→ What needs to be done
Find the string "hand" in the entries and copy each line that has it.

→ Data excerpts
= Beginning of Section =

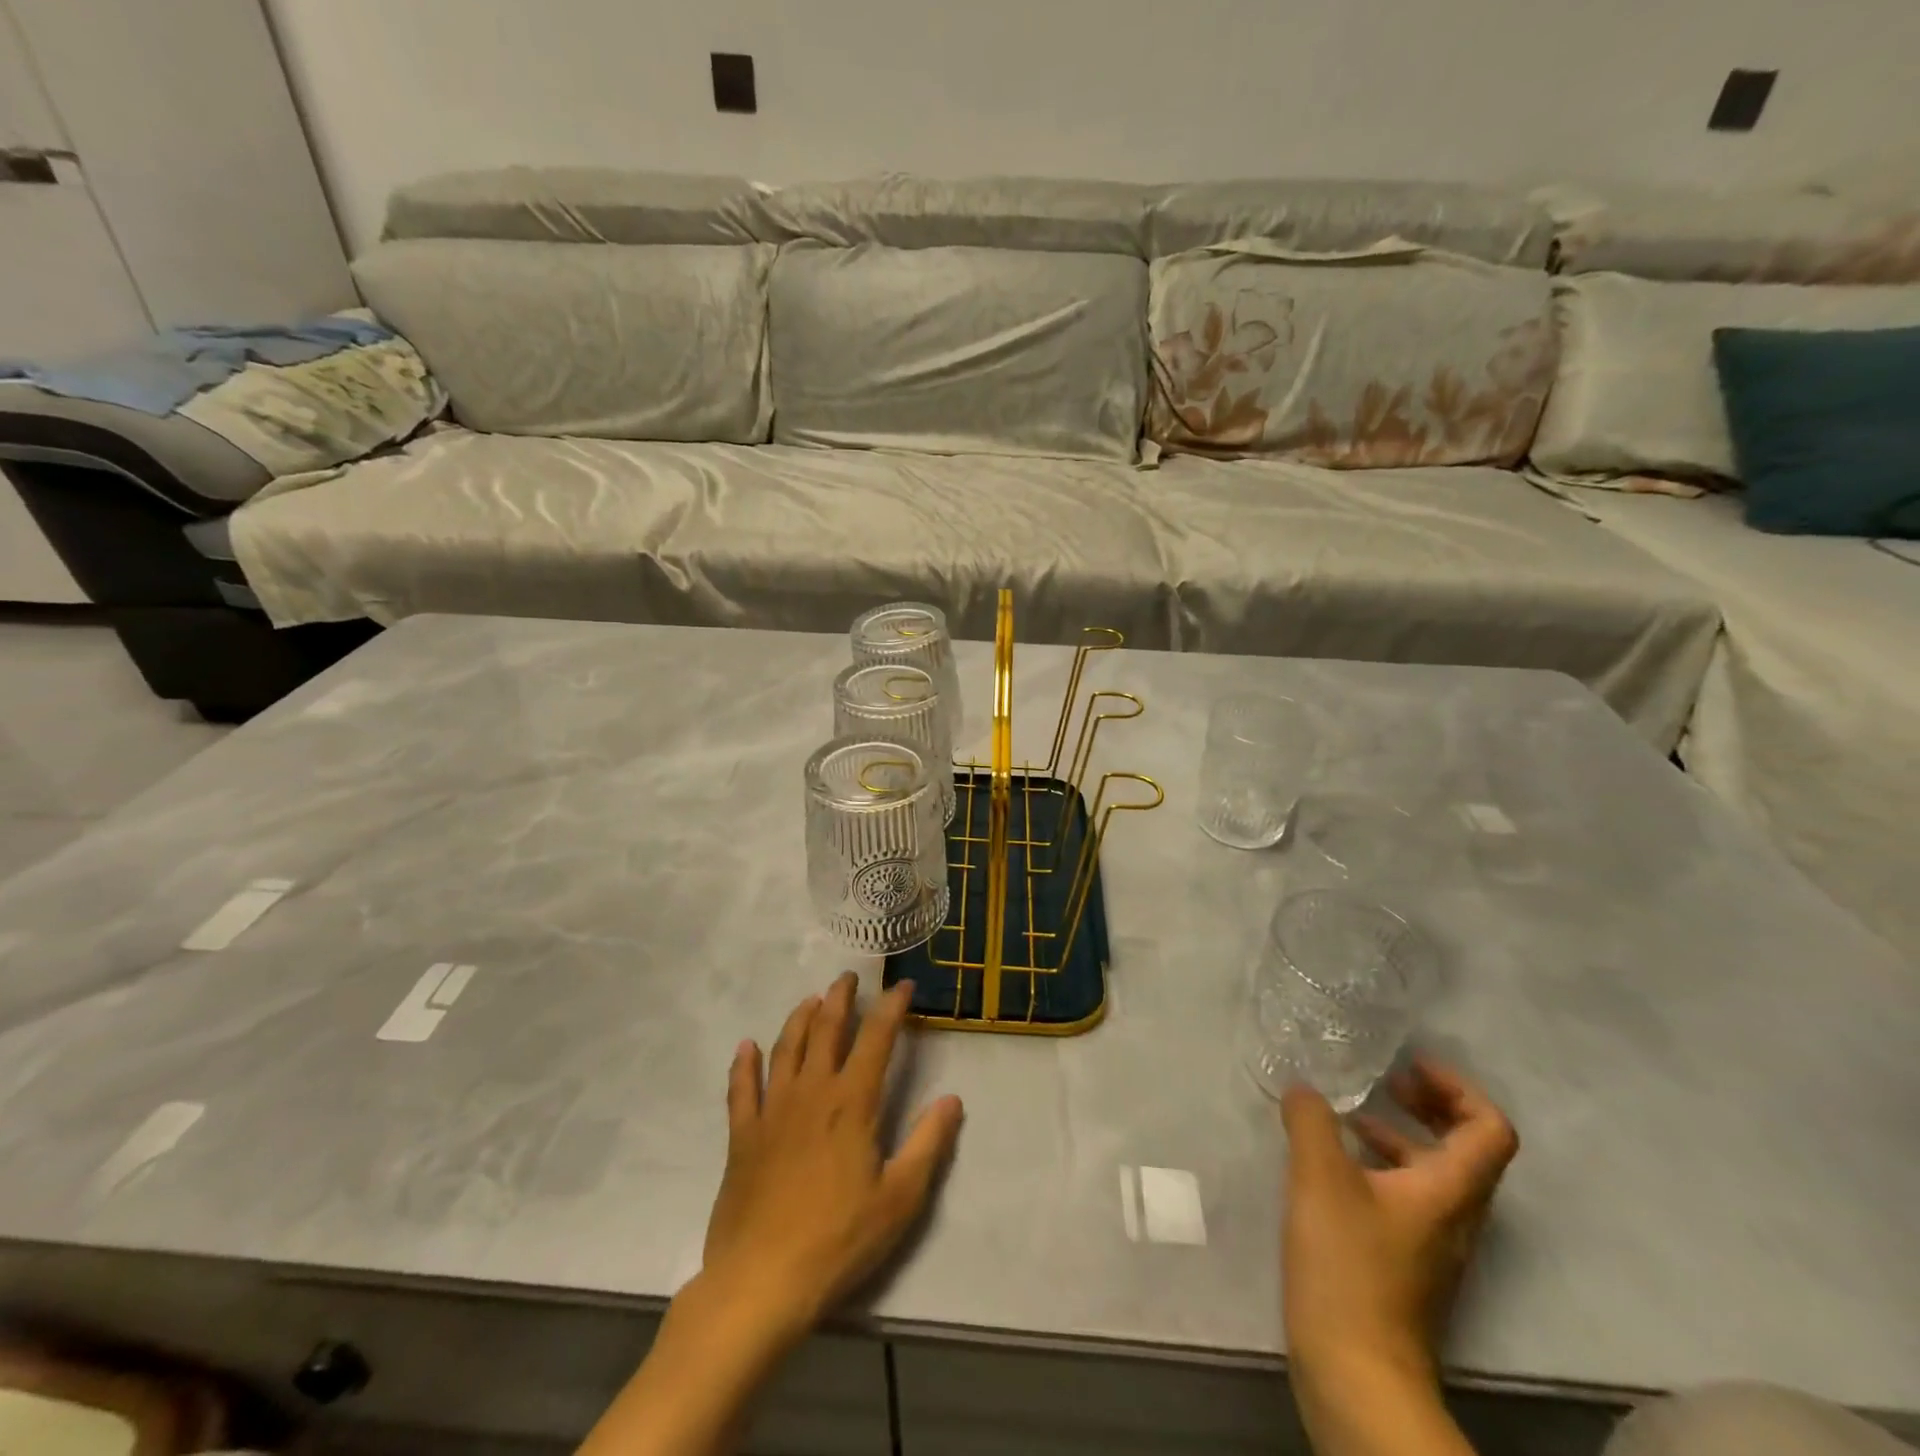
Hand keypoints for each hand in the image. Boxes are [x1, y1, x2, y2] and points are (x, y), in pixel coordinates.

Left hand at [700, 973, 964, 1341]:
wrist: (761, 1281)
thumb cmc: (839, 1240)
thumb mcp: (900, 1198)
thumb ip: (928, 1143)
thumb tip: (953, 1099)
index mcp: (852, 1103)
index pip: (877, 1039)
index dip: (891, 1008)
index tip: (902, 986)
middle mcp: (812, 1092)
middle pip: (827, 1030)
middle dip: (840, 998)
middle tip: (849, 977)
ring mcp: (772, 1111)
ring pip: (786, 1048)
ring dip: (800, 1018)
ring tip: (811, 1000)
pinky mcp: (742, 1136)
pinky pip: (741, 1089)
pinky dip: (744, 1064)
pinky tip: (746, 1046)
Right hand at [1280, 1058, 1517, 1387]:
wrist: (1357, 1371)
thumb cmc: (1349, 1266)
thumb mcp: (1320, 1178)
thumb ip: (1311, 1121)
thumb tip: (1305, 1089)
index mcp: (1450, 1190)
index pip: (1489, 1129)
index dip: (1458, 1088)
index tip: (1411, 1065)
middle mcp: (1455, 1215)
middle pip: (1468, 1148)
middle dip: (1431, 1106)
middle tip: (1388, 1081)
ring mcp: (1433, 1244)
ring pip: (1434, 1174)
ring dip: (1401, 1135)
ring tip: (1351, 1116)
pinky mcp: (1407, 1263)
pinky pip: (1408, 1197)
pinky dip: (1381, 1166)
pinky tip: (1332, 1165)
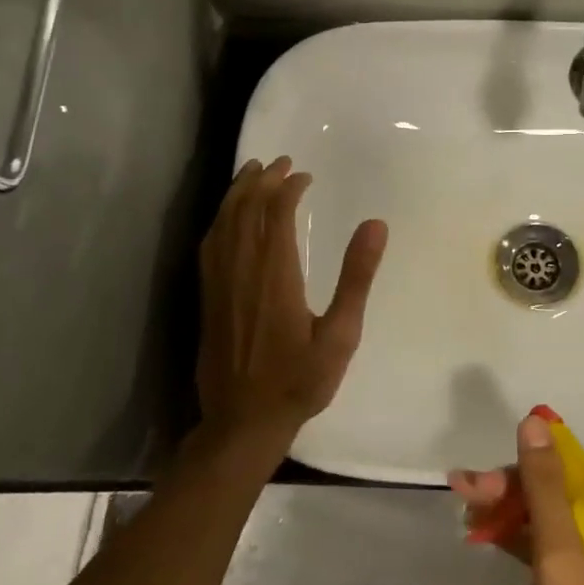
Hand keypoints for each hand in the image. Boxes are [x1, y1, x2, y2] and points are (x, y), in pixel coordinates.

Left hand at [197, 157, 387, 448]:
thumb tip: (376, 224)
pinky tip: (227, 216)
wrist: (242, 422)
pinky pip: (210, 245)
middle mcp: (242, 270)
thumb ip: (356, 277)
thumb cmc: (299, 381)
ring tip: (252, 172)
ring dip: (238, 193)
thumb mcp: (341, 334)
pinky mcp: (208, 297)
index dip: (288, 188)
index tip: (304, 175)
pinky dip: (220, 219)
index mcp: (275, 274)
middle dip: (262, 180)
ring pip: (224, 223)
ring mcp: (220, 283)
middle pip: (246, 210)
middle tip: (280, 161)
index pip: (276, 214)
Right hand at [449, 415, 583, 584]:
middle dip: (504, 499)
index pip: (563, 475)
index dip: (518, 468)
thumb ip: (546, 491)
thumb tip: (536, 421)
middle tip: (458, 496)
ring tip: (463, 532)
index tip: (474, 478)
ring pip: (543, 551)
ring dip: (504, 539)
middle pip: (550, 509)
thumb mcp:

= End of Section =

→ Expected answer
Hand keypoints for each hand in the image. Boxes are [x1, y1, x2, y2] and points are (x, y), in pixel coordinates.
Left hand at [700, 973, 964, 1341]:
Right hand at [1280, 1058, 1517, 1387]:
Hand keypoints for each hand in the image. Boxes are [x1, y1, x2, y2] and points are (x, y), in pixel coordinates.
Left hand at [197, 157, 387, 448]:
Right hand at [449, 415, 583, 584]:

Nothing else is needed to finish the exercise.